The value of English: through and beyond employability
Cassie UlphConference Room
Narratives of ‘value for money’ in higher education since the introduction of higher undergraduate fees increasingly focus on student ‘employability’ and salary outcomes, particularly in the media. It is a common and fair observation by academics that this fails to recognise more holistic kinds of ‘value’, particularly in the humanities. At postgraduate level, universities have long seen PhD students in the Arts and Humanities as loss leaders. However, against this financial loss there is also a constant drive to increase PhD student numbers, diversify sources of research income for PhD studentships, and increase the research outputs and contribution to the research community that PhD students undoubtedly make. At all levels, concepts of ‘value’ are not mutually exclusive and it is in the best interests of students and universities that we recognise their interconnections.
This panel, then, will ask not only how we can articulate the value of English as a subject, but how do we value our students? In order to support truly equal participation in arts and humanities subjects, it is necessary to develop ideas of cultural, personal and social value alongside the practicalities of students’ lives, recognising the importance of work-preparedness and students’ financial stability. As the constitution of this panel reflects, this is best supported through collaborative work between academic and professional colleagues, and across levels of study.
This panel will offer different perspectives and experiences of articulating the ‘value’ of an English degree: both for the benefit of the students and within and beyond ‘The University’. It will consider the reciprocal relationships that can be established between employability ‘skills’ and broader social, cultural and personal ‘values’, and how English degrees in particular can empower students to navigate employability contexts through recognising their own value in a wider world. We will focus on three distinct areas as a prompt for discussion:
English@Work: Cassie Ulph and Claudia Capancioni will share their experience of developing and running English@Work, a subject-specific employability module at Bishop Grosseteste University established as part of BGU’s recently revalidated, interdisciplinary English programmes, which focusses on students’ projects and interests in a Humanities context. We will draw on examples of student work and consider outcomes in terms of practical skills, professionalization and personal development. We will also consider the benefits of co-delivery of subject-specific employability modules by subject specialists with academic-related and professional staff.

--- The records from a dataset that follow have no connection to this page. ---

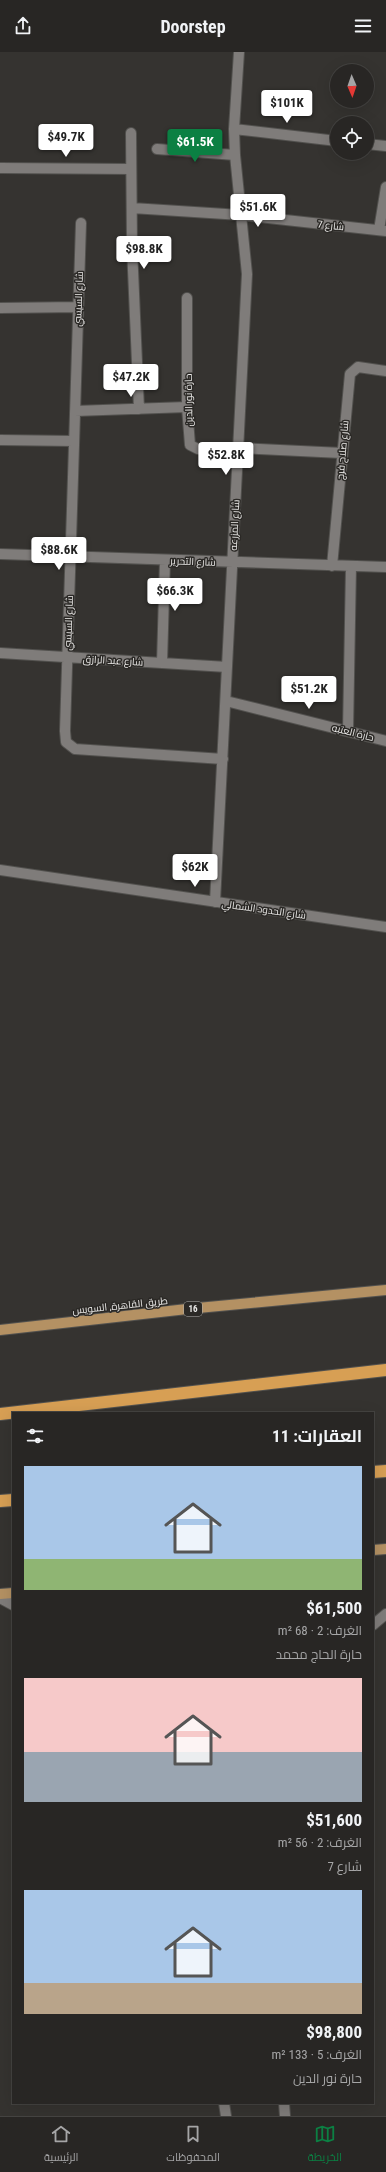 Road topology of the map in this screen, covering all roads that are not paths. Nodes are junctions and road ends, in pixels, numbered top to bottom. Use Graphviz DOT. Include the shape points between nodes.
graph roads {
  1 [pos="239,52"];
  2 [pos="234,129"];
  3 [pos="131,132"];
  4 [pos="330,140"];
  5 [pos="374,145"];
  6 [pos="386,146"];
  7 [pos="157,149"];
  8 [pos="234,155"];
  9 [pos="0,168"];
  10 [pos="131,169"];
  11 [pos="386,187"];
  12 [pos="132,208"];
  13 [pos="241,215"];
  14 [pos="81,223"];
  15 [pos="383,231"];
  16 [pos="187,298"];
  17 [pos="78,307"];
  18 [pos="0,308"];
  19 [pos="386,371"];
  20 [pos="187,407"];
  21 [pos="139,409"];
  22 [pos="75,411"];
  23 [pos="0,440"];
  24 [pos="74,441"];
  25 [pos="238,448"];
  26 [pos="342,453"];
  27 [pos="0,554"];
  28 [pos="70,557"];
  29 [pos="165,560"];
  30 [pos="232,562"];
  31 [pos="332,566"];
  32 [pos="351,566"];
  33 [pos="386,568"];
  34 [pos="0,653"];
  35 [pos="67,657"];
  36 [pos="162,663"];
  37 [pos="227,667"];
  38 [pos="226,702"];
  39 [pos="348,731"];
  40 [pos="386,741"];
  41 [pos="223,759"];
  42 [pos="0,870"];
  43 [pos="215,902"];
  44 [pos="386,927"];
  45 [pos="386,1290"];
  46 [pos="0,1330"];
  47 [pos="386,1370"];
  48 [pos="17,1412"];
  49 [pos="12,1413"];
  50 [pos="0,1414"];
  51 [pos="12,1500"];
  52 [pos="0,1501"];
  53 [pos="386,1549"];
  54 [pos="374,1550"];
  55 [pos="12,1593"];
  56 [pos="0,1594"];
  57 [pos="0,1598"];
  58 [pos="12,1604"];
  59 [pos="386,1614"];
  60 [pos="374,1625"];
  61 [pos="224,2104"];
  62 [pos="284,2104"];
  63 [pos="226,2116"];
  64 [pos="286,2116"];
  1 -- 2 [label="street, شارع المزرعه"];
  2 -- 4 [label="street"];
  2 -- 8 [label="street, شارع المزرعه"];
  3 -- 10 [label="street"];
  5 -- 6 [label="street"];
  7 -- 8 [label="street"];
  8 -- 13 [label="street, شارع المزرعه"];
  9 -- 10 [label="street"];
  10 -- 12 [label="street"];
  11 -- 15 [label="street"];
  12 -- 13 [label="street, شارع 7"];
  12 -- 21 [label="street"];
  13 -- 15 [label="street, شارع 7"];
  13 -- 25 [label="street, شارع المزرعه" via="247,274"];
  14 -- 17 [label="street, شارع السيسي"];
  16 -- 20 [label="street, حارة نور الدين"];
  17 -- 18 [label="street"];
  17 -- 22 [label="street, شارع السيسي"];
  19 -- 26 [label="street, شارع صلاح فرج" via="358,368 350,374"];
  20 -- 21 [label="street"];
  20 -- 25 [label="street, حارة نور الدين" via="188,442 193,448"];
  21 -- 22 [label="street"];
  22 -- 24 [label="street, شارع السيسي"];
  23 -- 24 [label="street"];
  24 -- 28 [label="street, شارع السيسي"];
  25 -- 26 [label="street, حارة نور الدين"];
  25 -- 30 [label="street, شارع المزرعه"];
  26 -- 31 [label="street, شارع صلاح فرج"];
  27 -- 28 [label="street, شارع التحرير"];
  28 -- 29 [label="street, شارع التحرير"];
  28 -- 35 [label="street, شارع السيسي"];
  29 -- 30 [label="street, شارع التحرير"];
  29 -- 36 [label="street"];
  30 -- 31 [label="street, شارع التحرير"];
  30 -- 37 [label="street, شارع المزرعه"];
  31 -- 32 [label="street, شارع التحرير"];
  32 -- 33 [label="street, شارع التحرير"];
  32 -- 39 [label="street"];
  34 -- 35 [label="street, شارع عبد الرازق"];
  35 -- 36 [label="street, شارع عبد الرازق"];
  35 -- 41 [label="street, شارع السيسي" via="64,731 70,747"];
  36 -- 37 [label="street, شارع عبد الرازق"];
  37 -- 38 [label="street, شارع المزرعه"];
  38 -- 39 [label="street, حارة العتبه"];
  38 -- 41 [label="street, شارع المزرعه"];
  39 -- 40 [label="street, حارة العتبه"];
  41 -- 43 [label="street, شارع المزرعه"];
  42 -- 43 [label="street, شارع الحدود الشمالي"];
  43 -- 44 [label="street, شارع الحدود الشمالي"];
  45 -- 46 [label="main road, طريق القاهرة, السويس / 16"];
  47 -- 48 [label="highway"];
  49 -- 50 [label="highway"];
  51 -- 52 [label="highway"];
  53 -- 54 [label="main road"];
  55 -- 56 [label="main road"];
  57 -- 58 [label="street"];
  59 -- 60 [label="street"];
  61 -- 63 [label="street"];
  62 -- 64 [label="street"];
}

English in the World: applications and opportunities for Literature, Language, and Creative Writing courses: Susan Anderson and Kaley Kramer explore how what sometimes gets treated distinctly as ‘employability’ is at the heart of English studies, making English a degree for life, not just for work.
PGR skills, value and employability: Zi Parker will explore the value of PhD students and endeavour to discuss how the best PhD student experience adds value to both the individual student experience and wider research community. Drawing on both REF 2014 data and student destination data Zi will debunk the myth that making a financial loss on a PhD student is problematic for universities and show how the best student training and support can lead to better PhD student outcomes and continue to add value to the wider arts and humanities community.